El Antoliano dio una larga chupada al cigarrillo, pensativo. Dijo, expeliendo el humo deleitosamente:

—Digo que si el champiñón ese se diera bien en la bodega, he de poner más en las cuevas de arriba.

—¿En la de los abuelos?

—Y en la del Mudo y en la de la Gitana. En las tres. El chiquillo desaprobó con la mirada:

—No debes hacerlo —dijo—. Esas cuevas se caen cualquier día.

El Antoliano hizo una mueca despectiva:

—Hay que arriesgarse —dijo.

El gallo blanco se encaramó inopinadamente sobre las bardas del corral, rayano a la Sierra, ahuecó sus plumas al sol, estiró el pescuezo y emitió un ronco quiquiriquí. La Fa comenzó a brincar en el barro de la calle ladrándole furiosamente y entonces el gallo inclinó la cabeza y empezó a bufarla como un ganso. Dijo el Nini:

—Ese gallo se tira. Un día te da un disgusto.

El Antoliano se incorporó, arrojó la colilla al barro y la hundió de un pisotón.

Dijo:

—Mira, alguien tiene que guardar la casa.

Ya iba a entrar en el taller cuando pareció recordar algo y volvió a salir.

—¿Dices que la capa de tierra sobre la capa de porquería?

—Sí. Y bien cernida —respondió el niño.

El Antoliano ladeó un poco la cabeza y antes de entrar en el taller hizo un amistoso ademán con su mano gigantesca. El Nini silbó a la perra y se perdió calle abajo, camino del río.

 

3

La señora Clo, la del Estanco, atribuía al Nini la ciencia infusa, pero doña Resu, o como en el pueblo le decían, el Undécimo Mandamiento, afirmaba que la sabiduría del Nini no podía provenir más que del diablo, puesto que si el hijo de primos es tonto, mayor razón habría para que lo fuera el hijo de hermanos. La señora Clo aducía que el hijo de primos es lelo o espabilado, según, ya esto terciaba el Antoliano afirmando: « Pero, doña Resu, ¿qué es un tonto más que un listo que se pasa?» . Y decía doña Resu escandalizada: « Ya estás tú con tus teorías» . Y decía el Antoliano: « ¿Es que acaso está mal dicho?» . Y decía doña Resu: « No sé si está mal o bien, pero así te crece a ti el pelo» .

Fuera como fuese, el saber lo que sabía se lo debía el Nini únicamente a su espíritu observador. Sin ir más lejos, si los niños y los mozos se arrimaban al tío Rufo, el Centenario, solo por el capricho de verle temblar la mano y luego reír, el Nini lo hacía empujado por la curiosidad. El tío Rufo, el Centenario, sabía mucho de todas las cosas. Hablaba siempre por refranes y conocía al dedillo el santo de cada día. Y si bien no recordaba con exactitud los años que contaba, podía, en cambio, hablar lúcidamente de la peste de 1858, de la visita de S. M. la Reina Isabel y aun del arte de Cúchares y El Tato, aunque jamás hubiera presenciado una corrida de toros.

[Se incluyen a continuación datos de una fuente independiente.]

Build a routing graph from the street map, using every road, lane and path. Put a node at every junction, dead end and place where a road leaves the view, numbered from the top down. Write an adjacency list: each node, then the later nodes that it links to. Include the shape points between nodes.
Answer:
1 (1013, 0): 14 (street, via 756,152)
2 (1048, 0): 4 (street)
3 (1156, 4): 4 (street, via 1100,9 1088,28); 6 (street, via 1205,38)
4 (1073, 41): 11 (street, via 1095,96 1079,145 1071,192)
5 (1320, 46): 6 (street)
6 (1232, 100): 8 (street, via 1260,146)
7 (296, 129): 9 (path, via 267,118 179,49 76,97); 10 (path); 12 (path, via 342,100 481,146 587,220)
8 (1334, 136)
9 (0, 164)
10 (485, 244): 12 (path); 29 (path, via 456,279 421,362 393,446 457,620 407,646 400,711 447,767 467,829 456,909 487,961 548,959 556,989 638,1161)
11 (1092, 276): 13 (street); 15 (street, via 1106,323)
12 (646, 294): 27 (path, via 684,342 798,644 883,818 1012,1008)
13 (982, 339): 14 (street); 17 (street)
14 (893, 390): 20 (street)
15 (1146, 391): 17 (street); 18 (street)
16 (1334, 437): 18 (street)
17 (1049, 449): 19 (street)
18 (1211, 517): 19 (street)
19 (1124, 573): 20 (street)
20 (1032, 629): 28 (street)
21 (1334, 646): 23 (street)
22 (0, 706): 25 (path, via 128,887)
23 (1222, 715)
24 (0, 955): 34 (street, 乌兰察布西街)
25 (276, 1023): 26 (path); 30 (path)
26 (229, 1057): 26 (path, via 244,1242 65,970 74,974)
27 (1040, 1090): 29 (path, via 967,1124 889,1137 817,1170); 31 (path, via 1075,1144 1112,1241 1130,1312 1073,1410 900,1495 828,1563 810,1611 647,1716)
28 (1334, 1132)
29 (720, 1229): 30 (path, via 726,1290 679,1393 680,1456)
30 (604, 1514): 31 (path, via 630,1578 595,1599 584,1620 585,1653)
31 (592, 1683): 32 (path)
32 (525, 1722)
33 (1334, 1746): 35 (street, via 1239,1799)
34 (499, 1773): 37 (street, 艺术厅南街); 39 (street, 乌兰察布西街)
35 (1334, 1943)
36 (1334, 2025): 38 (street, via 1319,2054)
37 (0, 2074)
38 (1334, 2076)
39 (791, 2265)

El Nini, sentado junto a él en el poyo de la puerta, no reparaba en sus movimientos nerviosos. A veces ni siquiera decía sí o no, pero al Centenario le estimulaban sus ojos expectantes, su inquisitiva atención y, en su caso, el aplomo maduro de sus preguntas y respuestas.

Generalmente, el viejo se arrancaba por el Santoral, el tiempo o el campo, o los tres en uno:

—En llegando San Andrés, invierno es —decía.

O si no:

—Por San Clemente alza la tierra y tapa la simiente.

O si no:

—Si llueve en Santa Bibiana, llueve cuarenta días y una semana.

Una vez roto el silencio, el Centenario tenía cuerda para rato. De este modo aprendió el Nini a relacionar el tiempo con el calendario, el campo con el Santoral y a predecir los días de sol, la llegada de las golondrinas y las heladas tardías. Así aprendió el niño a acechar a los erizos y a los lagartos, y a distinguir un rabilargo de un azulejo y una zurita de una torcaz.

Y otro tanto le aconteció al niño, en tiempos, con sus abuelos. El Nini, el chiquillo, en contra de lo que suele ser usual, tuvo tres abuelos por partida doble: dos abuelos y una abuela. Los tres vivieron juntos en la cueva vecina y, a veces, de muy niño, el Nini inquiría del tío Ratero cuál de ellos era el abuelo verdad. «Todos lo son» , decía el tío Ratero entreabriendo tímidamente su sonrisa entre estúpida y socarrona. El tío Ratero rara vez pronunciaba más de cuatro palabras seguidas. Y si lo hacía era mediante un esfuerzo que le dejaba extenuado, más que por el desgaste físico, por la concentración mental que aquello le exigía.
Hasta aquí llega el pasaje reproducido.